Records excerpted from a collection:
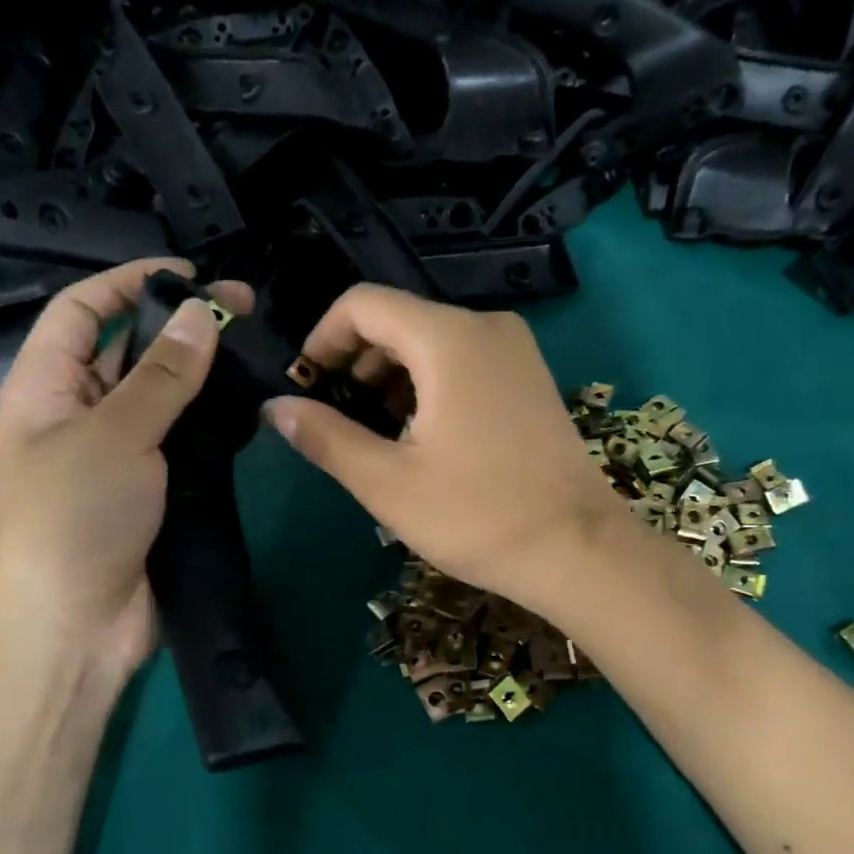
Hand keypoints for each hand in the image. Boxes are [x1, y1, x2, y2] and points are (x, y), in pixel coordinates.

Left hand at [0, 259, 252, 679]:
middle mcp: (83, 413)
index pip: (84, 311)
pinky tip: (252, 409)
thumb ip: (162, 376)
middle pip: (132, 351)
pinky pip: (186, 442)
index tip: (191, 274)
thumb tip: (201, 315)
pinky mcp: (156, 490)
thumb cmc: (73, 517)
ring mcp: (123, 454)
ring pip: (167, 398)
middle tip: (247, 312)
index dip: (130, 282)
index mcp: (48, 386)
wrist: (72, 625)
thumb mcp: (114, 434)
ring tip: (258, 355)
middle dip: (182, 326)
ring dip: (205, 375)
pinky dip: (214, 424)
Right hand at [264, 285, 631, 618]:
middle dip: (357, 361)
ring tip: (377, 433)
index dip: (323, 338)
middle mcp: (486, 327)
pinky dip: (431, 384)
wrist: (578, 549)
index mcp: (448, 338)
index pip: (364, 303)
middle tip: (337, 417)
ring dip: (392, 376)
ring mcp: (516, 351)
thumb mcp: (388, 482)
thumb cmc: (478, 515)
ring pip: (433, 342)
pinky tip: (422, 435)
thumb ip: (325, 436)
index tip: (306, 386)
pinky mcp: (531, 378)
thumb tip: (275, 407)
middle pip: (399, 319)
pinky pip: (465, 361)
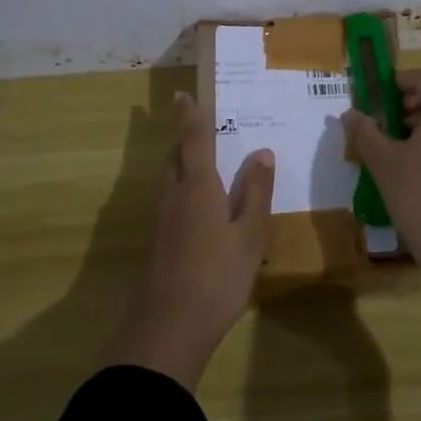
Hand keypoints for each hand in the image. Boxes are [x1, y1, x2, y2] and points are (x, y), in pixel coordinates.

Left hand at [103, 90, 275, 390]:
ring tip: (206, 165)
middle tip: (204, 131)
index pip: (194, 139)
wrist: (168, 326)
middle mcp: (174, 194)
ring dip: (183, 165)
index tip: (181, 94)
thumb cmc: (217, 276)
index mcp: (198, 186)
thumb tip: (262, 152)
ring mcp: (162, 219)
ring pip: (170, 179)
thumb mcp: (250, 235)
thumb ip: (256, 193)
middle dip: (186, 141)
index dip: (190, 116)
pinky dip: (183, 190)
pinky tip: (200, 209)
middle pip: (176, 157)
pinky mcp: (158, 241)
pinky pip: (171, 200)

==

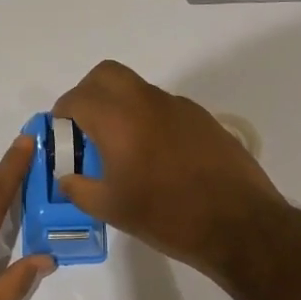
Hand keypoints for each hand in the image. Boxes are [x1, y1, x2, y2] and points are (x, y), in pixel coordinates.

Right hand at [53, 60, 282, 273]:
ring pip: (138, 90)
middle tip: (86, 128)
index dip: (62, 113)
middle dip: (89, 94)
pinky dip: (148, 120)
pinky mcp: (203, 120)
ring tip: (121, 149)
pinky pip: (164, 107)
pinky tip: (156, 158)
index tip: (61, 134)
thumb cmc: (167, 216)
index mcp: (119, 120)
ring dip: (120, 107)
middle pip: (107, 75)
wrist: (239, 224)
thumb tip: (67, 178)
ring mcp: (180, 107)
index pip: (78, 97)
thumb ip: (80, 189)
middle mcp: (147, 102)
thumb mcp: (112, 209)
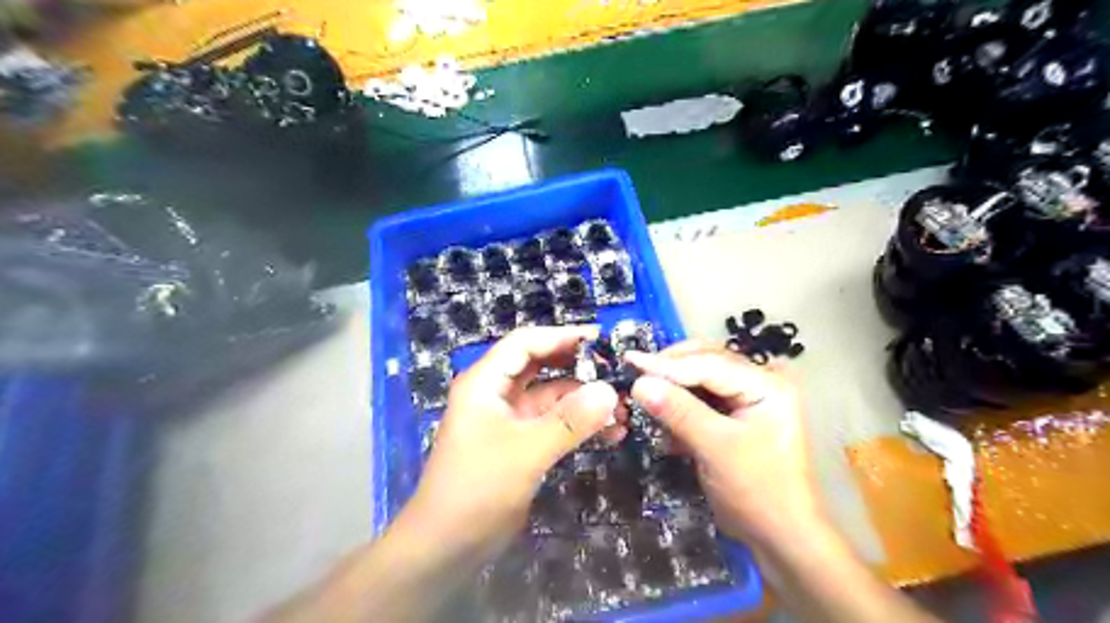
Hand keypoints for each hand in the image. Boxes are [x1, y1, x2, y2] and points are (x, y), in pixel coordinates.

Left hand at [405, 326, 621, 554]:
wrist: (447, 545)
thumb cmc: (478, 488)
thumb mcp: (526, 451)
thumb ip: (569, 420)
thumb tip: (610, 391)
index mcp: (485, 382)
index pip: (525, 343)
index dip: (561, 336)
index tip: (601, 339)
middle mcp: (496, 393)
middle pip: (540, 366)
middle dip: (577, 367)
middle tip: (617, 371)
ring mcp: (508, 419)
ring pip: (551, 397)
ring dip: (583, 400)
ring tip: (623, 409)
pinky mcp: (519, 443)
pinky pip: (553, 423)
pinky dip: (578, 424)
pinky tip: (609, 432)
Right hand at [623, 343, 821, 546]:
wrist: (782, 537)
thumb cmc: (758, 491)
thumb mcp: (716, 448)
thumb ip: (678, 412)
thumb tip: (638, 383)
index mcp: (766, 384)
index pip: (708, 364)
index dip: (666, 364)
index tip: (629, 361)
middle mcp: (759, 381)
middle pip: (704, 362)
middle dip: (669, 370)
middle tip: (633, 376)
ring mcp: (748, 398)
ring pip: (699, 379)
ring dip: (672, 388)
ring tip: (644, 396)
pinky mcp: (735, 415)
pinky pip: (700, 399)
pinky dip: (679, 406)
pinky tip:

* * *

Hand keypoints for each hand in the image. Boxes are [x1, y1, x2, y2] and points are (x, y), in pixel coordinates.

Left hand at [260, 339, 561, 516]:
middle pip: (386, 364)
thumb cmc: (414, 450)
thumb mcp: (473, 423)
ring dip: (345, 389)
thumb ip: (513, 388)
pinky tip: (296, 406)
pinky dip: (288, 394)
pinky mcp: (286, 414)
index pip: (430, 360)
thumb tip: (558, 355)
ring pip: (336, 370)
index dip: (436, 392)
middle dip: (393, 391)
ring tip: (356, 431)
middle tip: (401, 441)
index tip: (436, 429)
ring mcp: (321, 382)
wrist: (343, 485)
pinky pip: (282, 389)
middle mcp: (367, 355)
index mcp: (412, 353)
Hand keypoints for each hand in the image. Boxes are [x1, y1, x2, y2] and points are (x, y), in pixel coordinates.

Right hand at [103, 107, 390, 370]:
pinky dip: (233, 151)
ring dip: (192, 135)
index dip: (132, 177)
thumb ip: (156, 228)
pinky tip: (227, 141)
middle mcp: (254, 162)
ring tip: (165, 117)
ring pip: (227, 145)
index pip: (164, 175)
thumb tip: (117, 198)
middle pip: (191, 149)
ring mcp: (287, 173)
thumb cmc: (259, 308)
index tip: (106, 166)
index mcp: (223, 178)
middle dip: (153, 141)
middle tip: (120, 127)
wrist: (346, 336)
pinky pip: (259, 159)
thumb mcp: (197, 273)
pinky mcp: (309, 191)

• **Description of the task**
All that is wanted is an exact copy of the lines above from the one with "index pip: (525, 343)" through the one with "pinky pip: (553, 423)", with both ends included.

• **Task result**
index pip: (525, 343)
index dip: (561, 336)
index tip: (601, 339)
middle mcp: (496, 393)
middle pip: (540, 366)
middle dip: (577, 367)
middle tip: (617, 371)
ring mcp: (508, 419)
ring pip: (551, 397)
ring dip: (583, 400)
ring tip: (623, 409)
pinky mcp: (519, 443)
pinky pip: (553, 423)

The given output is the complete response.